You are given a string s consisting only of characters 'a' and 'b'​​​​.

You can delete any number of characters in s to make s balanced. s is balanced if there is no pair of indices (i,j) such that i < j and s[i] = 'b' and s[j]= 'a'.

Return _the minimum number of deletions needed to make _s_ balanced_.

 

Example 1:

Input: s = "aababbab"
Output: 2
Explanation: You can either:
Delete the characters at 0-indexed positions 2 and 6 ("aababbab" -> "aaabbb"), or
Delete the characters at 0-indexed positions 3 and 6 ("aababbab" -> "aabbbb").

Example 2:

Input: s = "bbaaaaabb"
Output: 2
Explanation: The only solution is to delete the first two characters.

 

Constraints:

• 1 <= s.length <= 105
• s[i] is 'a' or 'b'​​.

Solutions

Solution 1: Dynamic Programming

We define $f[i]$ as the minimum number of characters to be deleted in the first $i$ characters to make the string balanced. Initially, $f[0]=0$. The answer is $f[n]$.

We traverse the string $s$, maintaining a variable $b$, which represents the number of character 'b' in the characters before the current position.

• If the current character is 'b', it does not affect the balance of the first $i$ characters, so $f[i]=f[i-1]$, then we update $b \leftarrow b+1$.
• If the current character is 'a', we can choose to delete the current character, so $f[i]=f[i-1]+1$; or we can choose to delete the previous character 'b', so $f[i]=b$. Therefore, we take the minimum of the two, that is, $f[i]=\min(f[i-1]+1,b)$.
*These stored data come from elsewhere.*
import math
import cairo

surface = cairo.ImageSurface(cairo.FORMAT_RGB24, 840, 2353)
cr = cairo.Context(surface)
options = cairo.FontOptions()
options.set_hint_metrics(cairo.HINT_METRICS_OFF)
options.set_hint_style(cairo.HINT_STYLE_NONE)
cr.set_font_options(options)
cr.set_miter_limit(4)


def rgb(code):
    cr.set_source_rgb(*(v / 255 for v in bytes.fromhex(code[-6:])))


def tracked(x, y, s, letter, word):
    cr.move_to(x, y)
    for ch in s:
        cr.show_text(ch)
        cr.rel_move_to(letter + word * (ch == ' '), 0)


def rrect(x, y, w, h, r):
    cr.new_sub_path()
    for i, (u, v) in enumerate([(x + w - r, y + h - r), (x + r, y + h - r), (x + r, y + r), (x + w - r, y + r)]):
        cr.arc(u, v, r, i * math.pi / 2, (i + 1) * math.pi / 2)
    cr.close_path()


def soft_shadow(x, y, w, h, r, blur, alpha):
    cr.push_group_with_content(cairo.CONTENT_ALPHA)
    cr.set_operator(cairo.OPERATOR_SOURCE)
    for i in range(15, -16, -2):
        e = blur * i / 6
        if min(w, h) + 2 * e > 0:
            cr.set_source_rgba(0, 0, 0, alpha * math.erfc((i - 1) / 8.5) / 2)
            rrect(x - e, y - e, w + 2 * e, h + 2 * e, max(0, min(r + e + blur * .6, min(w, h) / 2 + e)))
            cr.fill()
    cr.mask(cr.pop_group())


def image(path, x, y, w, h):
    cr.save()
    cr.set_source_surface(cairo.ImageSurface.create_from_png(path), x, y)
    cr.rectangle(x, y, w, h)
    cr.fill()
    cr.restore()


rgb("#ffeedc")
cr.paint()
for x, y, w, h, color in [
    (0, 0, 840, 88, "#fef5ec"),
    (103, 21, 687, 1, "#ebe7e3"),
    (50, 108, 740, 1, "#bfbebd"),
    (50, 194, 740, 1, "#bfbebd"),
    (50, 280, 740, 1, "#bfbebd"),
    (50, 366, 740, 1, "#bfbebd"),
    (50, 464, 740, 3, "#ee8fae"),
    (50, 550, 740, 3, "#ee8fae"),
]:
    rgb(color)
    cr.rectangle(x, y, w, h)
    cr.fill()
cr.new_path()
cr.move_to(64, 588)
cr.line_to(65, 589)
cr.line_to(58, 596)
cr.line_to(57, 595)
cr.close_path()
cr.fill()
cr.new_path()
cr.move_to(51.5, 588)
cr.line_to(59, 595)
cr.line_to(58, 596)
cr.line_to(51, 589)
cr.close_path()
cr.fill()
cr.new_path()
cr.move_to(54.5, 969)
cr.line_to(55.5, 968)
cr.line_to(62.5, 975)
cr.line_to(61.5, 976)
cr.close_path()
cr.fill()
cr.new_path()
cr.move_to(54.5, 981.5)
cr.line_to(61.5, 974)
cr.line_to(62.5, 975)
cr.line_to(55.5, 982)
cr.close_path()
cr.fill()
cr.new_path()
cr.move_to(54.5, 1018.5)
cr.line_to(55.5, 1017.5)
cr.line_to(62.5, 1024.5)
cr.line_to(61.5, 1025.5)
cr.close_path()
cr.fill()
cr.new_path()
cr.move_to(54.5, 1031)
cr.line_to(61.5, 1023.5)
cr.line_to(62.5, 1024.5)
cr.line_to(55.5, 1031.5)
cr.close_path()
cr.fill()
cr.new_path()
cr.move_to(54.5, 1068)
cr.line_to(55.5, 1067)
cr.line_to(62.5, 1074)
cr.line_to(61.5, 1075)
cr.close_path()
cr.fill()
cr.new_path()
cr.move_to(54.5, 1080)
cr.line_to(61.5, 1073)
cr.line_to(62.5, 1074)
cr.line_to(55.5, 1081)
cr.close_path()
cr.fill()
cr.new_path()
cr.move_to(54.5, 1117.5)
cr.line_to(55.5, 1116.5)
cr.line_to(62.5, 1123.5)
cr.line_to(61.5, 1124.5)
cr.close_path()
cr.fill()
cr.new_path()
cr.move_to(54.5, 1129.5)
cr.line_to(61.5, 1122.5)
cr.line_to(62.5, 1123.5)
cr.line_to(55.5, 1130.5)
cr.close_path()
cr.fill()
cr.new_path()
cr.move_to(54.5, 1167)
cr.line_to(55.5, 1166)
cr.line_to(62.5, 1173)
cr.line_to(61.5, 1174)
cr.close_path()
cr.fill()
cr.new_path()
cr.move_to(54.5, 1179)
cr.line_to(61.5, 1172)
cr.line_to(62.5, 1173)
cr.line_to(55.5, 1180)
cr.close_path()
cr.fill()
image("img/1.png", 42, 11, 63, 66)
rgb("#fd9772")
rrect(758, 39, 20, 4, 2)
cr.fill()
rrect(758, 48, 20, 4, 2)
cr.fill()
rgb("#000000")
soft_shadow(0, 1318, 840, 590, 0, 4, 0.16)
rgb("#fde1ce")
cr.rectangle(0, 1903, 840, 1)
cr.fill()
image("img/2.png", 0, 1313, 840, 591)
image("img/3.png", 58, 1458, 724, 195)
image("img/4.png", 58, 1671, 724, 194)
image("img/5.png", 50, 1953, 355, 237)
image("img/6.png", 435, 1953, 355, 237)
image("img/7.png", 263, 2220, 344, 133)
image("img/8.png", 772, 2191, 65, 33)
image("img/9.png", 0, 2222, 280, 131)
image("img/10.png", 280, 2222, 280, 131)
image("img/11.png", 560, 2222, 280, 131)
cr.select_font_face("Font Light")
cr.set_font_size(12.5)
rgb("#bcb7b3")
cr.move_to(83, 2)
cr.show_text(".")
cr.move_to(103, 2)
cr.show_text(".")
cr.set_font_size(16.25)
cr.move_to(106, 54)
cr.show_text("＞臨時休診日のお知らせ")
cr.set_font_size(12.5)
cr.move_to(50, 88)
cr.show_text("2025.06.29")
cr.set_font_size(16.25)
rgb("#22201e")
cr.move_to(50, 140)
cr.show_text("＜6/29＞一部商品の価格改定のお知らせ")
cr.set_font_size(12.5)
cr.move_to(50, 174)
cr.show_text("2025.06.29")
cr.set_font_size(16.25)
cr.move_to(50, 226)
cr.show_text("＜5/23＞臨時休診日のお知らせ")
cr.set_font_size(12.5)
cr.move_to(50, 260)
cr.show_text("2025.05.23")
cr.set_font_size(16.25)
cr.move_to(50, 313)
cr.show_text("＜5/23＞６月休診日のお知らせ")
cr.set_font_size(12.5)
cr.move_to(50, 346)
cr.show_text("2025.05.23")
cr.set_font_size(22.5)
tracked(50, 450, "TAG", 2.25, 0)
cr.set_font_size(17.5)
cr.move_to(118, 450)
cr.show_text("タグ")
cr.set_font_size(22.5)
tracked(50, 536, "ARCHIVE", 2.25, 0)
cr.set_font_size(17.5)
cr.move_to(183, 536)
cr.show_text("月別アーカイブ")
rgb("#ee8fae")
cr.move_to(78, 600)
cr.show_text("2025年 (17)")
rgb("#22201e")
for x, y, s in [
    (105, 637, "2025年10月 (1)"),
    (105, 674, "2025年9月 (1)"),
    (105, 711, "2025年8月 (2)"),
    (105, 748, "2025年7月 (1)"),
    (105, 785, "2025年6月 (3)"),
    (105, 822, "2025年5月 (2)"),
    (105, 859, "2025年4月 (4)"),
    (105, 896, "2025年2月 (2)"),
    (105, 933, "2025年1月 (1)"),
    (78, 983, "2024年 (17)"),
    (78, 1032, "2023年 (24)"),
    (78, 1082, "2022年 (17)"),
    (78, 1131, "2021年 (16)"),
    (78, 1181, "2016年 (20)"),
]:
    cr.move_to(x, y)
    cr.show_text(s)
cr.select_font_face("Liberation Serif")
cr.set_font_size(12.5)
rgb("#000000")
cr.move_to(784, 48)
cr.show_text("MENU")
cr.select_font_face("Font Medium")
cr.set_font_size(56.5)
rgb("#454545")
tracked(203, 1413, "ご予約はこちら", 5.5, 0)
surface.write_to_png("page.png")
In summary, we can get the state transition equation:

$$ f[i]=\begin{cases} f[i-1], & s[i-1]='b'\ \min(f[i-1]+1,b), & s[i-1]='a' \end{cases} $$

The final answer is $f[n]$.

We notice that the state transition equation is only related to the previous state and the variable $b$, so we can just use an answer variable $ans$ to maintain the current $f[i]$, and there is no need to allocate an array $f$.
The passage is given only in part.